> [Task goal]
Take down each entry exactly as written.

____ Entries provided

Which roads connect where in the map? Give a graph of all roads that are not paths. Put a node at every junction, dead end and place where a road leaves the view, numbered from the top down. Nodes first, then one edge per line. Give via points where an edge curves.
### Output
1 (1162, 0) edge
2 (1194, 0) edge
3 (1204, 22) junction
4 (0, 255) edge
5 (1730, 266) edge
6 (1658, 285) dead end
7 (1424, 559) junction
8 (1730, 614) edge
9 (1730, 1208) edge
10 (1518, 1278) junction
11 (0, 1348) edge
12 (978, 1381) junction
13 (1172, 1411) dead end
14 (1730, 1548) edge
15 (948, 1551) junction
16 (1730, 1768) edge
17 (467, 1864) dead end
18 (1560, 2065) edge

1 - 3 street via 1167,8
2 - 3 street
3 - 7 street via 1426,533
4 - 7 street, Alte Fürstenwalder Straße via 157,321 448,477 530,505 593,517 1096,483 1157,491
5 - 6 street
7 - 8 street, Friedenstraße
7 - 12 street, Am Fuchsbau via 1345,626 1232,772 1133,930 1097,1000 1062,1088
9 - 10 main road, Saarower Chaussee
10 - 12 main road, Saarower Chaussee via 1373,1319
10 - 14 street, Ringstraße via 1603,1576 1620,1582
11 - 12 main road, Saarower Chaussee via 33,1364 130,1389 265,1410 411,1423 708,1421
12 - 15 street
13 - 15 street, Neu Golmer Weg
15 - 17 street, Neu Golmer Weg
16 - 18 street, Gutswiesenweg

________

> [Reply to the exercise]
Which roads connect where in the map? Give a graph of all roads that are not paths. Put a node at every junction, dead end and place where a road leaves the view, numbered from the top down. Nodes first, then one edge per line. Give via points where an edge curves.
### Output
1 (1162, 0) edge
2 (1194, 0) edge
3 (1204, 22) junction
4 (0, 255) edge
5 (1730, 266) edge
6 (1658, 285) dead end
7 (1424, 559) junction
8 (1730, 614) edge
9 (1730, 1208) edge
10 (1518, 1278) junction
11 (0, 1348) edge
12 (978, 1381) junction
13 (1172, 1411) dead end
14 (1730, 1548) edge
15 (948, 1551) junction
16 (1730, 1768) edge
17 (467, 1864) dead end
18 (1560, 2065) edge

1 - 3 street via 1167,8
2 - 3 street
3 - 7 street via 1426,533
4 - 7 street, Alte Fürstenwalder Straße via 157,321 448,477 530,505 593,517 1096,483 1157,491
5 - 6 street
7 - 8 street, Friedenstraße
7 - 12 street, Am Fuchsbau via 1345,626 1232,772 1133,930 1097,1000 1062,1088
9 - 10 main road, Saarower Chaussee
10 - 12 main road, Saarower Chaussee via 1373,1319
10 - 14 street, Ringstraße via 1603,1576 1620,1582
11 - 12 main road, Saarower Chaussee via 33,1364 130,1389 265,1410 411,1423 708,1421
12 - 15 street
13 - 15 street, Neu Golmer Weg
15 - 17 street, Neu Golmer Weg
16 - 18 street, Gutswiesenweg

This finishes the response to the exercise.